Alors que le jeu a fraîchement reçu un nouveau gros patch avec du contenu gratuit, on s’est dit qu’il était peut-être temps de venir parler de la belle aventurière. Mieux vaut tard que jamais. Plus qu’une célèbre licence, Tomb Raider a marqué toute une génération. Son héroïne, Lara Croft, trouvera rapidement ses fans chez la gent masculine, mais également chez les femmes qui pourront alors s’identifier à autre chose qu’une énième jouvencelle en détresse. Et c’était plutôt rare à l’époque. La licence sera un succès retentissant et Lara Croft deviendra une véritable icône qui s'échappera même de son média d’origine pour aller faire la une de certains magazines et même devenir un temps l’égérie d’une célèbre marque. La machine est lancée et la licence nous sortira un jeu chaque année de fin 1996 à fin 2000 avant de faire une première grande pause.
Cinq jeux qui ont fait les beaux jours de millions de fans sur PS1 et PC (un peu sur Dreamcast également), dont les trois premiers reviennent dans une compilation de remasters que l’on n’espérait plus, bien que réclamée par les amoureux de l’aventurière depuis des lustres. C’est ainsi que Tomb Raider, Tomb Raider 2 et Tomb Raider 3 atterrissent entre les mains du studio Aspyr.

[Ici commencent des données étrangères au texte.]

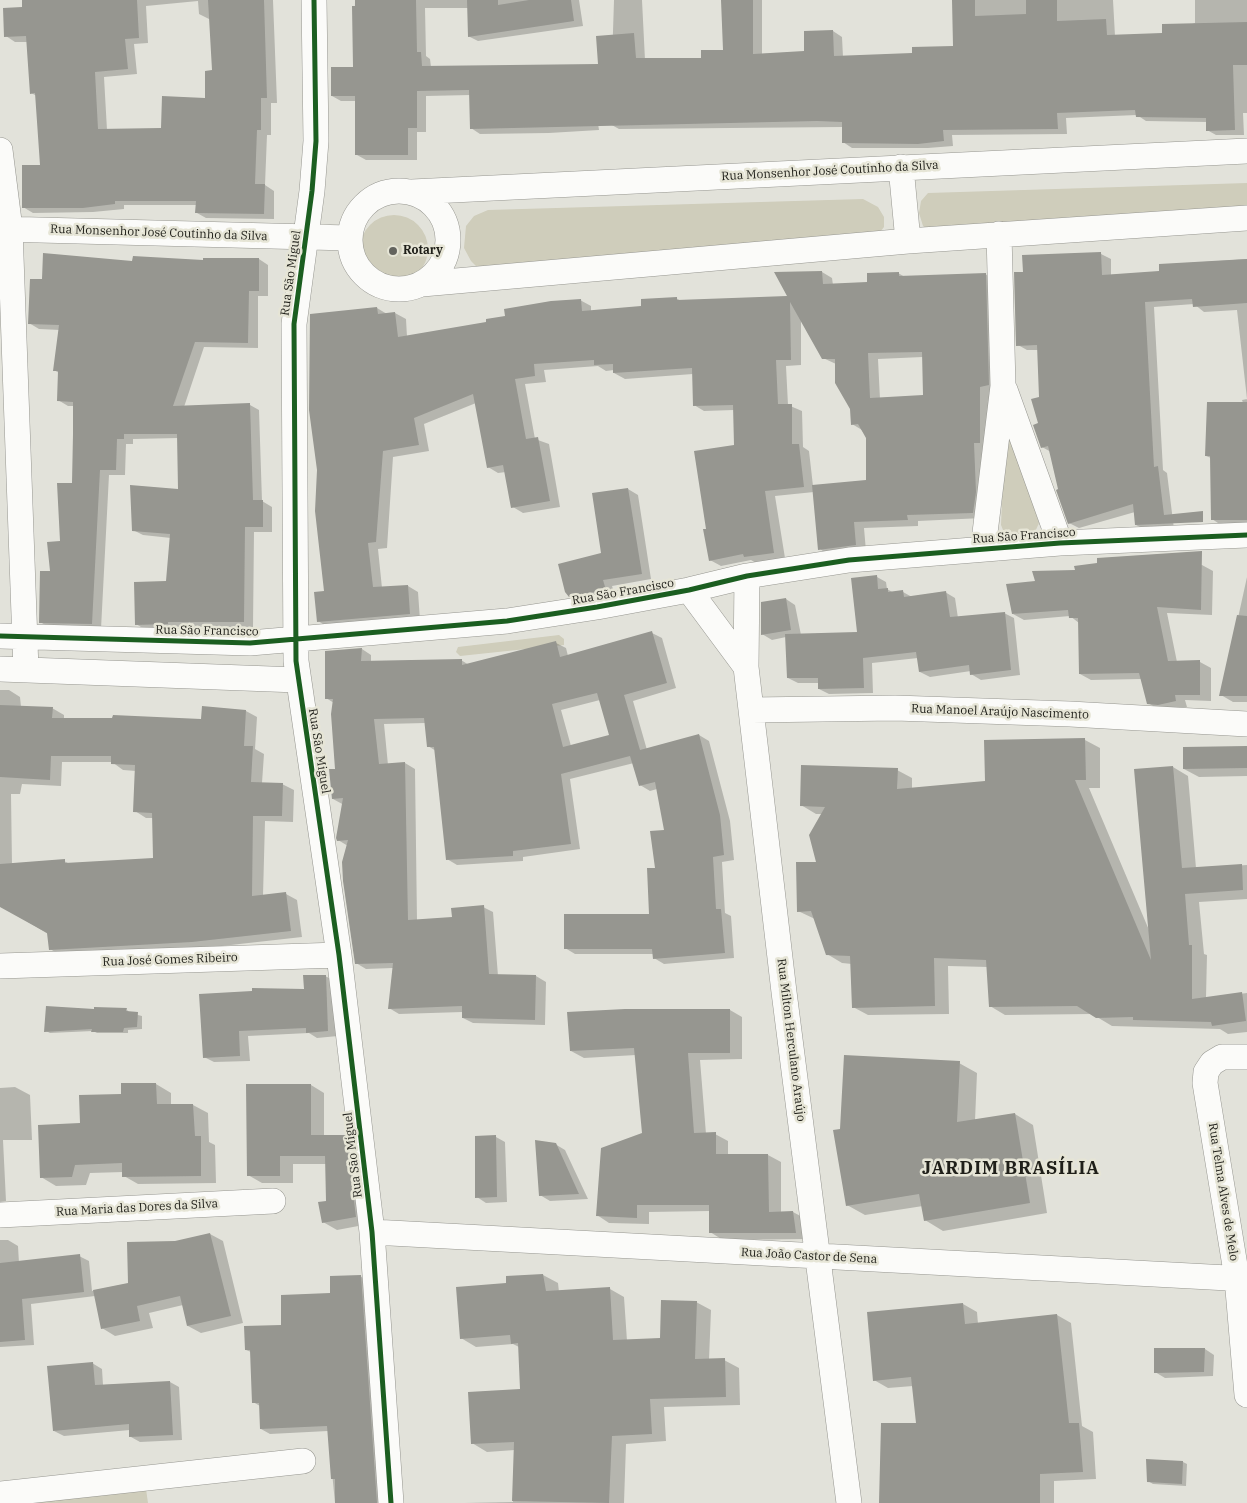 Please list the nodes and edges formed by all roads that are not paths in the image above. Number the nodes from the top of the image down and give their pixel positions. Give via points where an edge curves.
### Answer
1 (314, 0) edge
2 (0, 150) edge
3 (1247, 151) edge
4 (900, 167) junction
5 (412, 192) junction
6 (1247, 218) edge
7 (5, 229) edge
8 (999, 234) junction
9 (306, 237) junction
10 (349, 238) junction
11 (908, 241) junction
12 (422, 284) junction
13 (1003, 386) junction
14 (1247, 535) edge
15 (1060, 543) junction
16 (983, 549) junction
17 (747, 576) junction
18 (689, 590) junction
19 (0, 636) edge
20 (26, 636) junction
21 (295, 638) junction
22 (746, 667) junction
23 (0, 669) edge
24 (26, 670) junction
25 (298, 680) junction
26 (752, 710) junction
27 (1247, 724) edge
28 (339, 955) junction
29 (0, 966) edge
30 (1247, 1057) edge
31 (273, 1201) dead end
32 (0, 1214) edge
33 (372, 1232) junction
34 (819, 1257) junction
35 (1242, 1279) edge
36 (1247, 1395) edge
37 (303, 1461) dead end
38 (0, 1494) edge
39 (391, 1503) edge
40 (849, 1503) edge

1 - 9 street, Rua São Miguel via 316,141
2 - 7 street
3 - 4 street, Rua Monsenhor José Coutinho da Silva
4 - 5 street, Rua Monsenhor José Coutinho da Silva
4 - 11 street
5 - 10 street via 397,190 369,200 355,217
5 - 12 street via 437,208 448,234 443,262
6 - 8 street
7 - 9 street, Rua Monsenhor José Coutinho da Silva
7 - 20 street
8 - 11 street
8 - 13 street
9 - 10 street, Rua Monsenhor José Coutinho da Silva
9 - 21 street, Rua São Miguel via 294,324
10 - 12 street via 355,263 372,282 388,288 405,289
11 - 12 street
13 - 15 street
13 - 16 street
14 - 15 street, Rua São Francisco
15 - 16 street, Rua São Francisco
16 - 17 street, Rua São Francisco via 849,560
17 - 18 street, Rua São Francisco
17 - 22 street, Rua Milton Herculano Araújo
18 - 21 street, Rua São Francisco via 507,620
18 - 22 street
19 - 20 street, Rua São Francisco
20 - 21 street, Rua São Francisco via 250,643
20 - 24 street
21 - 25 street, Rua São Miguel
22 - 26 street, Rua Milton Herculano Araújo
23 - 24 street
24 - 25 street
25 - 28 street, Rua São Miguel
26 - 27 street, Rua Manoel Araújo Nascimento via 895,708
26 - 34 street, Rua Milton Herculano Araújo via 784,992
28 - 29 street, Rua José Gomes Ribeiro
28 - 33 street, Rua São Miguel
30 - 35 street, Rua Telma Alves de Melo via 1222,1056 1206,1072 1205,1083
31 - 32 street, Rua Maria das Dores da Silva
33 - 34 street, Rua João Castor de Sena
33 - 39 street, Rua São Miguel
34 - 35 street, Rua João Castor de Sena
34 - 40 street, Rua Milton Herculano Araújo
35 - 36 street, Rua Telma Alves de Melo
37 - 38 street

Si la boîte fait désormais partie de l'écosystème du géant Embracer, qui possède toute la licence désormais, Aspyr était également à l’origine des premiers portages sur PC à l’époque. Oui, ça remonte et il semble peu probable que tous les développeurs d’origine soient encore sur le dossier, mais ça a tout de même de quoi rassurer aux premiers abords. J’ai bien dit, au premier abord, puisque si la joie de retrouver les aventures originales de Lara est difficile à cacher, il est impossible de fermer les yeux sur les nombreux problèmes de cette compilation. D’autant plus lorsque certains sont aussi vieux que la licence elle-même.
Tomb Raideur
Alors non, je vais de suite enlever le pansement, mais la déception ne provient absolument pas des contrôles aussi raides qu'autrefois. À l’époque, si Tomb Raider pouvait surprendre en termes d’animations et de réalisme dans la retranscription des mouvements, les contrôles en eux-mêmes étaient lourds et capricieux au possible. Les premiers jeux ne pardonnaient absolument aucune erreur, la caméra était parfois injuste et Lara semblait peser une bonne tonne et demie. Des sensations que les fans de l’époque auront fini par dompter et apprécier et qui sont ici déballées dans leur plus simple appareil.
Ne cherchez pas d’amélioration dans le gameplay, il n’y en a pas. Les néophytes n’ayant jamais connu Lara avant Tomb Raider Legends ou les reboots lancés à partir de 2013 risquent d’avoir quelques sueurs froides. Tout comme les vieux de la vieille qui ont oublié ce que ça faisait de mourir en ratant un saut pourtant facile comme dans les années 90.
Aspyr a pourtant tenté d’apporter un petit renouveau avec des contrôles “modernes”. En réalité, ils sont simplement injouables ou, au mieux, demanderont des efforts considérables pour être maîtrisés. La raison ? Ils ne sont tout simplement pas adaptés aux mécaniques de jeu et à l'architecture des anciens Tomb Raider qui reposent essentiellement sur un système de damier, ou de grille, comme vous préférez. En d’autres termes, il faut imaginer que chaque plateforme et élément du décor est conçu sur la base d’un carré (une case dans grille, un damier) d’une certaine taille. Ce repère permet de créer des structures diverses, mais sert aussi d’unité de mesure pour calculer les distances et l'élan nécessaire à Lara pour effectuer ses cabrioles.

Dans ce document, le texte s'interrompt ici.